Re: 2 Questions about aging rosé

#30 Post by Markus S »

I like roses at between 4-16 years, but they have to be the right ones. [whistle.gif]
$ _ € ® e . k @

User avatar
Otto Forsberg
Posts: 1763
Joined: December 28th, 2017, 4:26 am
Location: Finland
Has thanked: 31 times
Been thanked: 70 times

Re: 2 Questions about aging rosé

#31 Post by Otto Forsberg »

Alexia Hupin wrote: January 18th, 2021, 6:36 am It's supposed to be fully developed when arriving on the markets due to tertiary aroma characteristics that are fully present in the profile of the wine.
But indeed, it can be kept for some time after reaching the market due to its high quality and concentration 👌
Still, no. It can be kept, of course, but not only does it keep, but it also continues to improve - as do all the Heredia wines.
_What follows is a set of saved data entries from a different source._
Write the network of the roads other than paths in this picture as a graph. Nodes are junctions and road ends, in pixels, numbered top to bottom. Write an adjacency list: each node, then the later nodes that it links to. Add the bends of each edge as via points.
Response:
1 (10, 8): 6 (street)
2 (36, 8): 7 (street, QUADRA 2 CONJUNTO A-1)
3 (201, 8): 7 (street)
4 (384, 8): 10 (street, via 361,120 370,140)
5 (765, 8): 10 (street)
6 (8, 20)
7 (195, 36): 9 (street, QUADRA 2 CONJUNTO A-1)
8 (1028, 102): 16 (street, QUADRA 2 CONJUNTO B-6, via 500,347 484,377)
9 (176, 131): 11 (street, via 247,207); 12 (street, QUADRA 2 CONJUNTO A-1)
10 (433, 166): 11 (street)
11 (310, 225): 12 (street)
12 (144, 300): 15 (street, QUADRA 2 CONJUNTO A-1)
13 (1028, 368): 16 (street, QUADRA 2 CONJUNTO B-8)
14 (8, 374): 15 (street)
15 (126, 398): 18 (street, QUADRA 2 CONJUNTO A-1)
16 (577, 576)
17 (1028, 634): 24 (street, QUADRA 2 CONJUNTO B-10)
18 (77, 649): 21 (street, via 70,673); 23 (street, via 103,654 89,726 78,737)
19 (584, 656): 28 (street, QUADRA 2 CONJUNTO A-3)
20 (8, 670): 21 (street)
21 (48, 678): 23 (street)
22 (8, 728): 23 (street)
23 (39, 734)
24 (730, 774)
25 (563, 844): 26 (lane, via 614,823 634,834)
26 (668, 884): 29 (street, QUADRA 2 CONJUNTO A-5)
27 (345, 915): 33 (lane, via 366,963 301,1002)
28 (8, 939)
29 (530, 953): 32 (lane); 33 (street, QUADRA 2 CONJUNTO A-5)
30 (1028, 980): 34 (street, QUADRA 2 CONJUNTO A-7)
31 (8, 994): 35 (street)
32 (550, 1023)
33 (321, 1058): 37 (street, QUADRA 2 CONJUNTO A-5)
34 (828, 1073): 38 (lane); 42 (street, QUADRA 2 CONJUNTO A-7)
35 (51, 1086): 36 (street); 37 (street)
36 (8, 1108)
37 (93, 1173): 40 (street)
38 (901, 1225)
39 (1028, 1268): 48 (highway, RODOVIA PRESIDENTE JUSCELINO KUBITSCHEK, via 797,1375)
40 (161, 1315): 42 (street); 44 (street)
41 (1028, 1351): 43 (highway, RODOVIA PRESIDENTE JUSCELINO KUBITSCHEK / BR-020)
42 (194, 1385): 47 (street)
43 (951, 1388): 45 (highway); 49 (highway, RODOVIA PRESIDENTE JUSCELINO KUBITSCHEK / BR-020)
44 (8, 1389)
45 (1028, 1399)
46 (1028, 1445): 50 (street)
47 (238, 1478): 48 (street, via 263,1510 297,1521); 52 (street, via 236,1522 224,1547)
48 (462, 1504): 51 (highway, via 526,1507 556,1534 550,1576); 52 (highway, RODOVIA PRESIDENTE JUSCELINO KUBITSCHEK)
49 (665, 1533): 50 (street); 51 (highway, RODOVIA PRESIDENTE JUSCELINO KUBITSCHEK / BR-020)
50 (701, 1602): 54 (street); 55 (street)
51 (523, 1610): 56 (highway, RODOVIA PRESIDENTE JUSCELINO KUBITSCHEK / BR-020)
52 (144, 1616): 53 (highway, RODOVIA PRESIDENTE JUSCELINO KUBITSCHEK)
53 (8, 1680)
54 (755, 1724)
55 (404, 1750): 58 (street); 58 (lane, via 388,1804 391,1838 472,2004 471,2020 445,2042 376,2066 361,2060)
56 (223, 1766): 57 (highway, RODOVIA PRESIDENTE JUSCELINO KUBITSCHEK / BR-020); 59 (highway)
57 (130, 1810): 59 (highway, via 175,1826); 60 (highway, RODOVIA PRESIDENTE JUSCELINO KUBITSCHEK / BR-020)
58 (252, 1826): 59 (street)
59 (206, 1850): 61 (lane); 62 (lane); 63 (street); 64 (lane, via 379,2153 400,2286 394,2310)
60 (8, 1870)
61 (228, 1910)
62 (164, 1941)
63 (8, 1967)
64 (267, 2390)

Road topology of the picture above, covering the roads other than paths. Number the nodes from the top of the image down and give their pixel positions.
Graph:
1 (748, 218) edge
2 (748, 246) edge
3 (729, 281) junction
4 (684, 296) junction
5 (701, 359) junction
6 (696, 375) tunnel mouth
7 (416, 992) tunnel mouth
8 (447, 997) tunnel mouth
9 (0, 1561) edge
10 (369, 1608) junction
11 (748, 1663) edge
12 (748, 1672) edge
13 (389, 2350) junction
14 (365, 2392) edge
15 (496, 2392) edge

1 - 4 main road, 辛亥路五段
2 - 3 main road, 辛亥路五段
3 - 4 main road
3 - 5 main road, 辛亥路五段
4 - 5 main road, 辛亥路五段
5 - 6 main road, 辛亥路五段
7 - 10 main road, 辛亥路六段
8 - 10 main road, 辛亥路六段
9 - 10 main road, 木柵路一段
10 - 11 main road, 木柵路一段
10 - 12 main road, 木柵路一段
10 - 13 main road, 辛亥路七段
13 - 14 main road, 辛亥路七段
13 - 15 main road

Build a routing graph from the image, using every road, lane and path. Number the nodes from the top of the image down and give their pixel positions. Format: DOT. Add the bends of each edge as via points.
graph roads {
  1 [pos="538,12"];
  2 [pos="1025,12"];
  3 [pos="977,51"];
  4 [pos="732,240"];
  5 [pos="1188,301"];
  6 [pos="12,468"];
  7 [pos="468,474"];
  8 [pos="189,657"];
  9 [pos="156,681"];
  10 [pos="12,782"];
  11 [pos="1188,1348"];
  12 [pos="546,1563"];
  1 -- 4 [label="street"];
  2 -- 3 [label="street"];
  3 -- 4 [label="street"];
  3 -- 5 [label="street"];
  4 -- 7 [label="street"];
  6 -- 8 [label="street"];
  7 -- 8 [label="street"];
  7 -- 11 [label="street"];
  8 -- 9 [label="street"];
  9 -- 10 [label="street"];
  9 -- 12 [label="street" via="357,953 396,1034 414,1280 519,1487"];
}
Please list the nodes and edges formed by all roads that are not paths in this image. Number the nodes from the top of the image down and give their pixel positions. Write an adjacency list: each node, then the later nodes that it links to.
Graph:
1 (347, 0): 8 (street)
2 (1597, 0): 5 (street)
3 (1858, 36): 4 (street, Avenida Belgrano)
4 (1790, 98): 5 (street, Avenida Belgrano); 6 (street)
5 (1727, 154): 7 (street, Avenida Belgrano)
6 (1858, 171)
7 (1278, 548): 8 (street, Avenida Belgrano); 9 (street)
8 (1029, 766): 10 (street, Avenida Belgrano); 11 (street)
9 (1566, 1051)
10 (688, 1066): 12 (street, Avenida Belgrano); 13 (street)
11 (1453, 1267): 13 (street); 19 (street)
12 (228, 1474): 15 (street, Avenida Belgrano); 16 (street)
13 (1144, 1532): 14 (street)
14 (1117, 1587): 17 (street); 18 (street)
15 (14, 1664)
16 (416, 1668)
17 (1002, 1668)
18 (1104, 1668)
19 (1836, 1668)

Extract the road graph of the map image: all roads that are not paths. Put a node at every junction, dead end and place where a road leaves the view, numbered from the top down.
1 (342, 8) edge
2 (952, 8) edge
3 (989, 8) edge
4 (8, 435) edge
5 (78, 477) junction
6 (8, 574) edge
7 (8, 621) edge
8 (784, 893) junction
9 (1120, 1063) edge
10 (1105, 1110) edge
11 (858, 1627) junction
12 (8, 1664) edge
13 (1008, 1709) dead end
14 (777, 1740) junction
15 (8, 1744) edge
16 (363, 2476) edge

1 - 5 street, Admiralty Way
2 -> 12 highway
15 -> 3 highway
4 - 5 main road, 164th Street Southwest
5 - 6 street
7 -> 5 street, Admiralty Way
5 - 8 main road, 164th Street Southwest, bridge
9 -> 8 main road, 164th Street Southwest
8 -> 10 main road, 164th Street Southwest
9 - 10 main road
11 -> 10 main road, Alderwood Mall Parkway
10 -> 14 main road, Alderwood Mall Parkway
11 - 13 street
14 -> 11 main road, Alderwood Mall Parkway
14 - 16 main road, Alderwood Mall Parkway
They are not "fully developed" when arriving on the market even though they certainly possess a rather tertiary overall character and they are definitely more developed than, say, young Rioja reds, whites or Rosados. However, I think calling them "fully developed" upon release is incorrect, because that would suggest they wouldn't develop any further - which definitely is not the case.

User avatar
Scott Brunson
GCC Member
GCC Member
Posts: 10985
Joined: November 15th, 2011, 2:55 am
Location: in between coastal SC and south FL
Has thanked: 6 times
Been thanked: 9 times

Re: 2 Questions about aging rosé

#32 Post by Scott Brunson »

Collioure from Traginer
Tous les chemins mènent à la Bourgogne!
On CT, I'm S1

M Mager
Posts: 1403
Joined: June 1st, 2010, 3:19 pm
Location: Body in Seattle / Soul in Bosconia
Been thanked: 1 time

Re: 2 Questions about aging rosé

#33 Post by M Mager »

Otto Forsberg wrote: January 18th, 2021, 9:03 am
Alexia Hupin wrote: January 18th, 2021, 6:36 am It's supposed to be fully developed when arriving on the markets due to tertiary aroma characteristics that are fully present in the profile of the wine.
But indeed, it can be kept for some time after reaching the market due to its high quality and concentration 👌
Still, no. It can be kept, of course, but not only does it keep, but it also continues to improve - as do all the Heredia wines. They are not "fully developed" when arriving on the market even though they certainly possess a rather tertiary overall character and they are definitely more developed than, say, young Rioja reds, whites or Rosados. However, I think calling them "fully developed" upon release is incorrect, because that would suggest they wouldn't develop any further - which definitely is not the case.
Otto, I have to agree with your comments above. When I read the comment you were responding to above, it didn't ring true to my experiences. Perhaps I don't understand what specifically was meant by "... fully developed ...". If that was simply intended to mean the wine exhibits tertiary characteristics at time of release, then I certainly agree. If it meant that the wine was at it's peak of complexity at time of release (which I'm inferring, given the added note of "... can be kept for some time after reaching market ..."), then I would strongly dispute that statement. I can't imagine someone whose tasted some of the older vintages recently making that claim. They do much more than just "keep/hold" after release; they continue to develop and improve with added time in the cellar.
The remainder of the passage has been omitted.